It’s going to be a little more difficult to ferret out which members of Congress are lavished with all-expenses-paid trips around the world after the House has quietly stripped away the requirement that such privately sponsored travel be included on lawmakers’ annual financial-disclosure forms.
The move, made behind closed doors and without a public announcement by the House Ethics Committee, reverses more than three decades of precedent. Gifts of free travel to lawmakers have appeared on the yearly financial form dating back its creation in the late 1970s, after the Watergate scandal. National Journal uncovered the deleted disclosure requirement when analyzing the most recent batch of yearly filings.
"This is such an obvious effort to avoid accountability," said Melanie Sloan, executive director of the watchdog group Citizens for Responsibility and Ethics in Washington. "There’s no legitimate reason. There’s no good reason for it."
Free trips paid for by private groups must still be reported separately to the House’s Office of the Clerk and disclosed there.
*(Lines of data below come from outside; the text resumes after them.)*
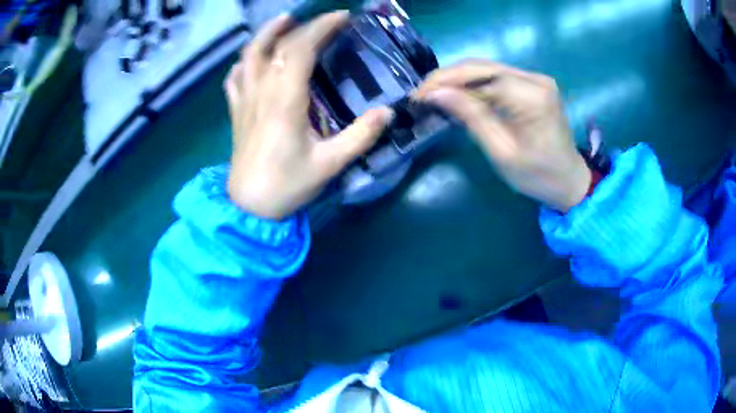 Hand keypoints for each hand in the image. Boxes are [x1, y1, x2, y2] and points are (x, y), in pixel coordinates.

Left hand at [224, 12, 393, 219]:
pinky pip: (234, 78)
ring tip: (284, 21)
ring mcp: (245, 100)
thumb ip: (361, 136)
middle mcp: (261, 92)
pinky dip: (243, 62)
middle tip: (326, 21)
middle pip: (278, 46)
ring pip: (249, 55)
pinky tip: (253, 59)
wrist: (249, 208)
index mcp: (285, 100)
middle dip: (304, 26)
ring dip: (266, 34)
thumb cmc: (288, 185)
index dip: (322, 28)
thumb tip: (388, 112)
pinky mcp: (236, 111)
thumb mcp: (330, 163)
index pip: (300, 49)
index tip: (343, 18)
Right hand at [414, 59, 590, 212]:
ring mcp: (536, 79)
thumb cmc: (538, 175)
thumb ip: (471, 117)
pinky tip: (458, 95)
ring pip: (487, 69)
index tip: (418, 96)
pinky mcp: (533, 84)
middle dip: (448, 77)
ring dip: (458, 80)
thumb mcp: (501, 152)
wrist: (569, 181)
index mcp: (532, 97)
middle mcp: (535, 79)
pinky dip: (475, 85)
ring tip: (434, 94)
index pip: (480, 77)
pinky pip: (497, 77)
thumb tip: (436, 93)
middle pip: (482, 67)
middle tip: (421, 93)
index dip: (446, 82) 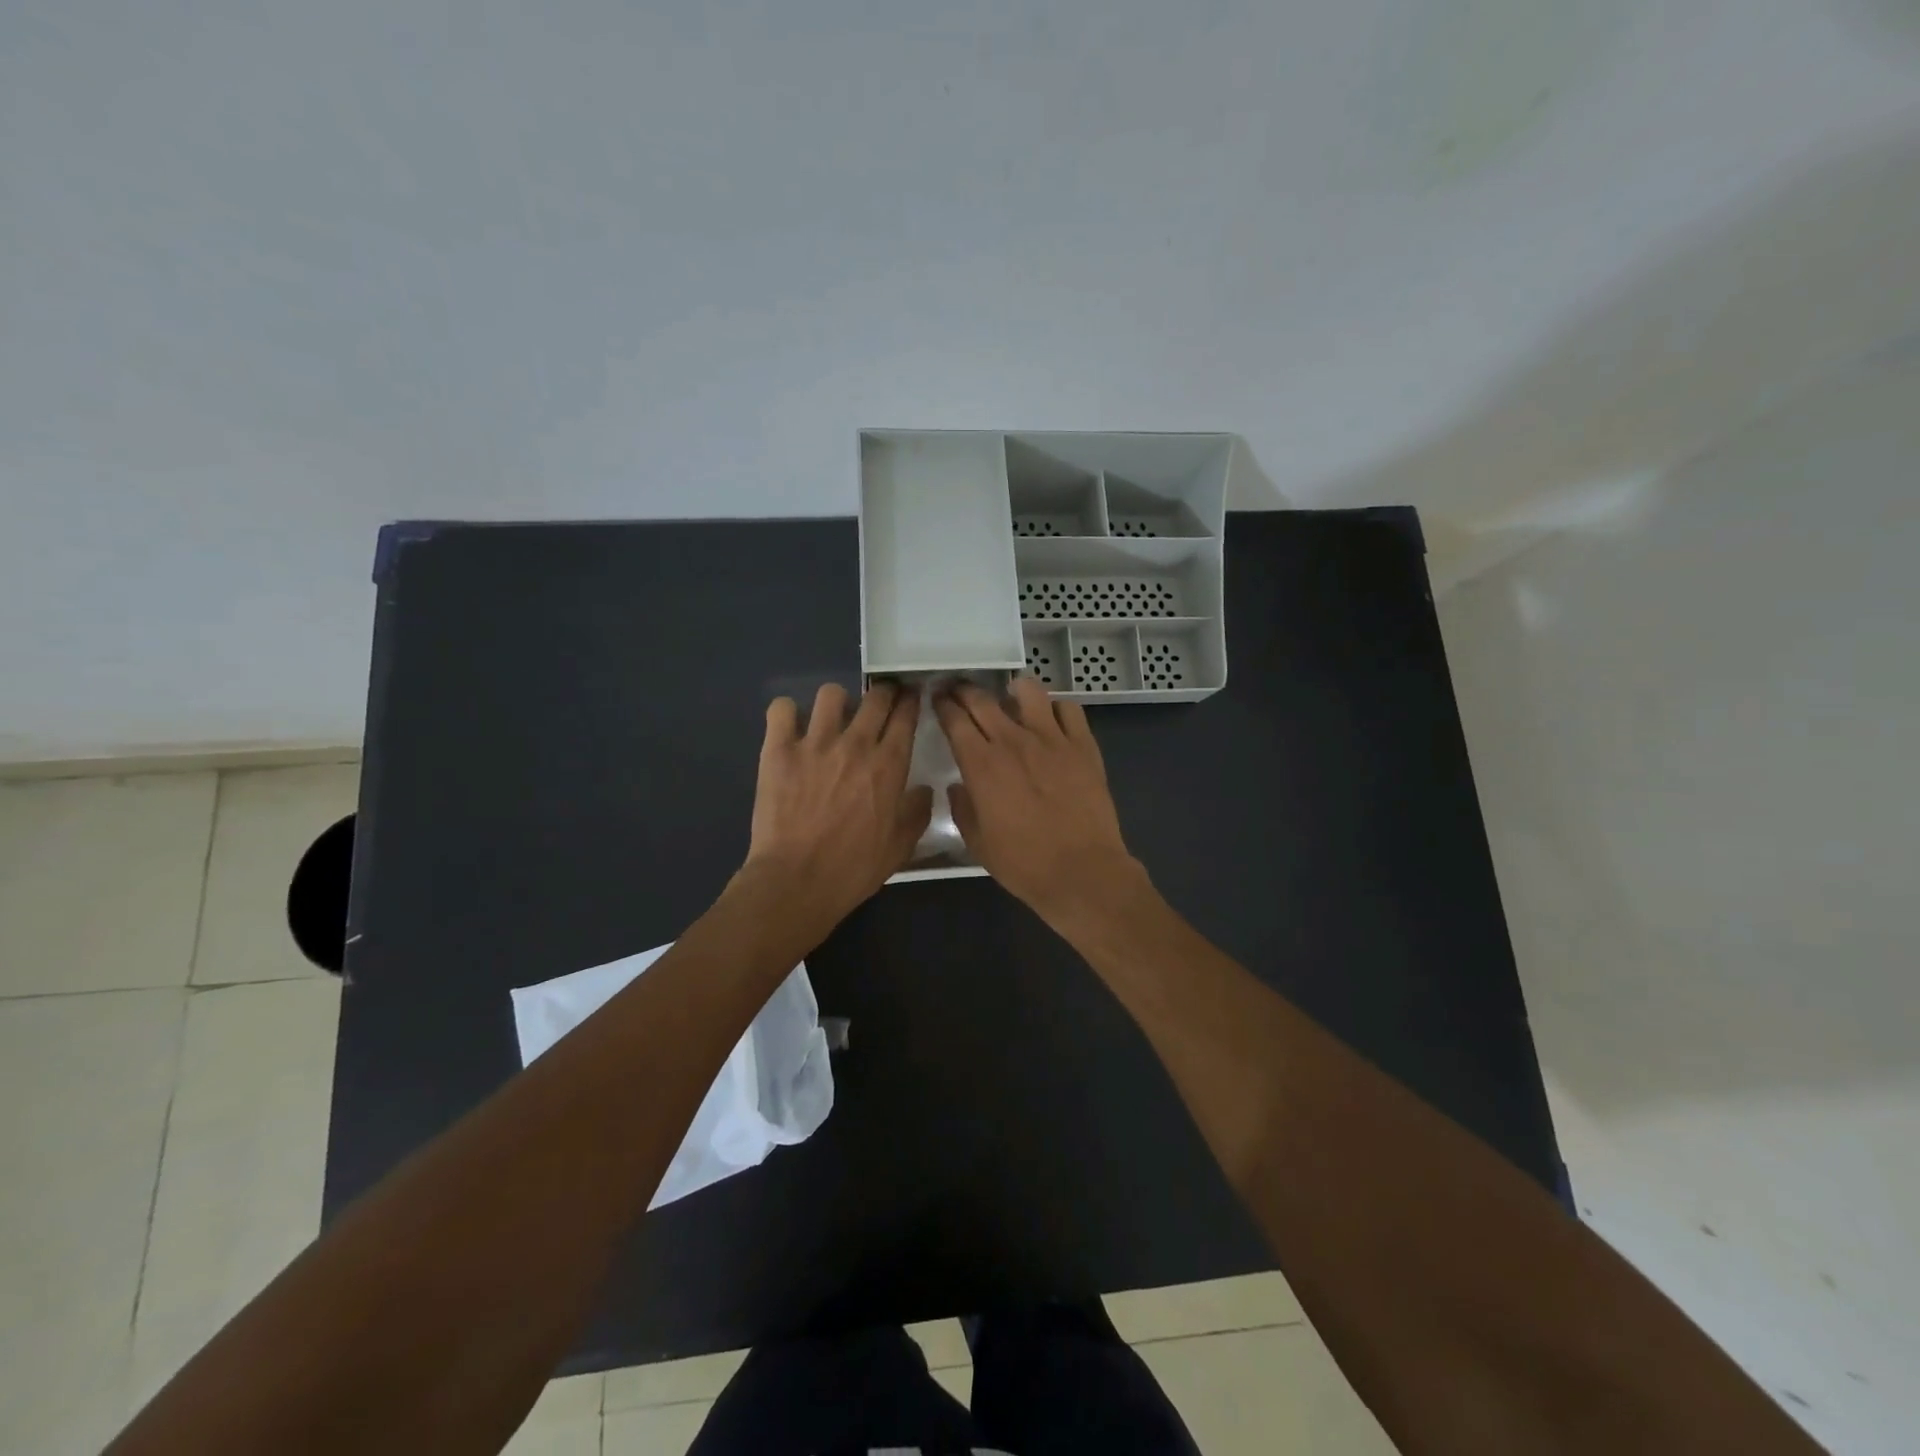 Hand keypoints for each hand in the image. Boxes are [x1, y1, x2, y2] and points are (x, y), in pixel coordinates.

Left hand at [742, 681, 932, 932]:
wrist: (797, 881)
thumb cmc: (854, 868)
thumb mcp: (901, 847)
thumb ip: (916, 812)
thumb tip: (923, 790)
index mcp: (889, 765)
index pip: (906, 715)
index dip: (911, 700)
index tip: (911, 698)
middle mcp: (856, 744)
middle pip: (876, 697)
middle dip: (883, 693)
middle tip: (880, 703)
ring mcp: (815, 743)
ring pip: (831, 693)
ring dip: (837, 702)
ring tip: (833, 718)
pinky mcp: (778, 750)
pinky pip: (782, 709)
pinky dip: (787, 713)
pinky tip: (791, 728)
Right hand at [933, 676, 1142, 920]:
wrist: (1082, 871)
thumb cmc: (1024, 863)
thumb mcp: (977, 843)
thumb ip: (962, 808)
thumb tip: (957, 786)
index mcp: (981, 764)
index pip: (954, 719)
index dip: (943, 705)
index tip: (938, 699)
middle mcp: (1013, 741)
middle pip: (983, 699)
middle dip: (965, 690)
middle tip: (960, 690)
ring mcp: (1052, 739)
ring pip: (1029, 691)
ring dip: (1013, 689)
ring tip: (1010, 695)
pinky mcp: (1083, 745)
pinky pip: (1069, 709)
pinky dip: (1056, 708)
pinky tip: (1052, 719)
But they will now be absent from the chief document that reporters, watchdogs, and members of the public have used for decades to scrutinize lawmakers’ finances.
"The more you can hide, the less accountable you can be," Sloan said of lawmakers. "It’s clear these forms are useful for reporters and watchdogs, and obviously a little too useful."
House Ethics Committee Chairman Michael Conaway, R-Texas, did not return a call for comment; ranking member Linda Sanchez, D-Calif., referred questions to committee staff. The committee declined to comment.
The change occurs as free travel, which critics have criticized as thinly veiled junkets, has come back into vogue. Last year, members of Congress and their aides took more free trips than in any year since the influence-peddling scandal that sent lobbyist Jack Abramoff to prison. There were nearly 1,900 trips at a cost of more than $6 million last year, according to Legistorm, which compiles travel records.
Now none of those trips must be included on the annual disclosures of lawmakers or their aides.
The tabs for these international excursions can run into the tens of thousands of dollars. One trip to Australia earlier this year cost nearly $50,000. Lawmakers are often invited to bring along their husbands or wives, fly in business class, and stay in plush four-star hotels. In the wake of the Abramoff scandal, lobbyists were banned from organizing or paying for these travels. But some of the nonprofits underwriting them today have extremely close ties to lobbying groups, including sharing staff, money, and offices.